[Start of Attachment]

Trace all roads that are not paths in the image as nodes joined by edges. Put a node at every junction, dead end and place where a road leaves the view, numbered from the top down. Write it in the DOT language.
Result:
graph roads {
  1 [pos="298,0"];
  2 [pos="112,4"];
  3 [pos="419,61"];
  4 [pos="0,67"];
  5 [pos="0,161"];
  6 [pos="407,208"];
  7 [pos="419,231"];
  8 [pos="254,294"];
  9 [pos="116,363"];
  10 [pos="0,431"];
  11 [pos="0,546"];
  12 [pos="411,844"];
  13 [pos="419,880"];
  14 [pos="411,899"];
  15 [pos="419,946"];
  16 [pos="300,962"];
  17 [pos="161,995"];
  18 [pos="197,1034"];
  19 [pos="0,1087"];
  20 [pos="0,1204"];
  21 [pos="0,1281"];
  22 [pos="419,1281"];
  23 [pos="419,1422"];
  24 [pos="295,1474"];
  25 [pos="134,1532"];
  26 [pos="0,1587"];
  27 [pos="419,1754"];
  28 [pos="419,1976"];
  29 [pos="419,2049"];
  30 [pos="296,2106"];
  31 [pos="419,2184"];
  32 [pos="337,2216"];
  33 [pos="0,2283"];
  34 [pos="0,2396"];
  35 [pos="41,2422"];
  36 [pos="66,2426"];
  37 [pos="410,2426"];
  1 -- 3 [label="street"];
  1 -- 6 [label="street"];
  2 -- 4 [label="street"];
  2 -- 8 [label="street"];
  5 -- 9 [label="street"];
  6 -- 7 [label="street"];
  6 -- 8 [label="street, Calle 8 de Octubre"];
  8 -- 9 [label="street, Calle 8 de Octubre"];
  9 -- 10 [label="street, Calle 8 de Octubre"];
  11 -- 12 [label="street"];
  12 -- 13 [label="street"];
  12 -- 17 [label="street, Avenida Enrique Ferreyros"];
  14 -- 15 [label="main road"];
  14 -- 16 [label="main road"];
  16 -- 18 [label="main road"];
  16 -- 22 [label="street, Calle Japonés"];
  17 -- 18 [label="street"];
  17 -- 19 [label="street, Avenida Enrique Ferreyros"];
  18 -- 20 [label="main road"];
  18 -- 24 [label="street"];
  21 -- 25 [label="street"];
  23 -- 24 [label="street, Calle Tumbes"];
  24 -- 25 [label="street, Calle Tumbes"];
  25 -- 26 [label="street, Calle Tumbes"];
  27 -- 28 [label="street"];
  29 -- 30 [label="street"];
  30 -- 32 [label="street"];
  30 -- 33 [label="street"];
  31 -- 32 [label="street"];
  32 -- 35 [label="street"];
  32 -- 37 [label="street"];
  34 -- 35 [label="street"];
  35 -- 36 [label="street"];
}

[End of Attachment]

## WHAT THE TASK ASKS:
Using the material above, please reproduce each line exactly.

## OUTPUT FOR THIS EXERCISE:
Trace all roads that are not paths in the image as nodes joined by edges. Put a node at every junction, dead end and place where a road leaves the view, numbered from the top down. Write it in the DOT language.
Result:
graph roads {
  1 [pos="298,0"];
  2 [pos="112,4"];
  3 [pos="419,61"];
  4 [pos="0,67"];
  5 [pos="0,161"];
  6 [pos="407,208"];
  7 [pos="419,231"];
  8 [pos="254,294"];
  9 [pos="116,363"];
  10 [pos="0,431"];
  11 [pos="0,546"];
  12 [pos="411,844"];
  13 [pos="419,880"];
  14 [pos="411,899"];
  15 [pos="419,946"];
  16 [pos="300,962"];
  17 [pos="161,995"];
  18 [pos="197,1034"];
  19 [pos="0,1087"];
  20 [pos="0,1204"];
  21 [pos="0,1281"];
  22 [pos="419,1281"];
  23 [pos="419,1422"];
  24 [pos="295,1474"];
  25 [pos="134,1532"];
  26 [pos="0,1587"];
  27 [pos="419,1754"];
  28 [pos="419,1976"];
  29 [pos="419,2049"];
  30 [pos="296,2106"];
  31 [pos="419,2184"];
  32 [pos="337,2216"];
  33 [pos="0,2283"];
  34 [pos="0,2396"];
  35 [pos="41,2422"];
  36 [pos="66,2426"];
  37 [pos="410,2426"];
  1 -- 3 [label="street"];
  1 -- 6 [label="street"];
  2 -- 4 [label="street"];
  2 -- 8 [label="street"];
  5 -- 9 [label="street"];
  6 -- 7 [label="street"];
  6 -- 8 [label="street, Calle 8 de Octubre"];
  8 -- 9 [label="street, Calle 8 de Octubre"];
  9 -- 10 [label="street, Calle 8 de Octubre"];
  11 -- 12 [label="street"];
  12 -- 13 [label="street"];
  12 -- 17 [label="street, Avenida Enrique Ferreyros"];
  14 -- 15 [label="main road"];
  14 -- 16 [label="main road"];
  16 -- 18 [label="main road"];
  16 -- 22 [label="street, Calle Japonés"];
  17 -- 18 [label="street"];
  17 -- 19 [label="street, Avenida Enrique Ferreyros"];
  18 -- 20 [label="main road"];
  18 -- 24 [label="street"];
  21 -- 25 [label="street"];
  23 -- 24 [label="street, Calle Tumbes"];
  24 -- 25 [label="street, Calle Tumbes"];
  25 -- 26 [label="street, Calle Tumbes"];
  27 -- 28 [label="street"];
  29 -- 30 [label="street"];
  30 -- 32 [label="street"];
  30 -- 33 [label="street"];
  31 -- 32 [label="street"];
  32 -- 35 [label="street"];
  32 -- 37 [label="street"];
  34 -- 35 [label="street"];
  35 -- 36 [label="street"];
}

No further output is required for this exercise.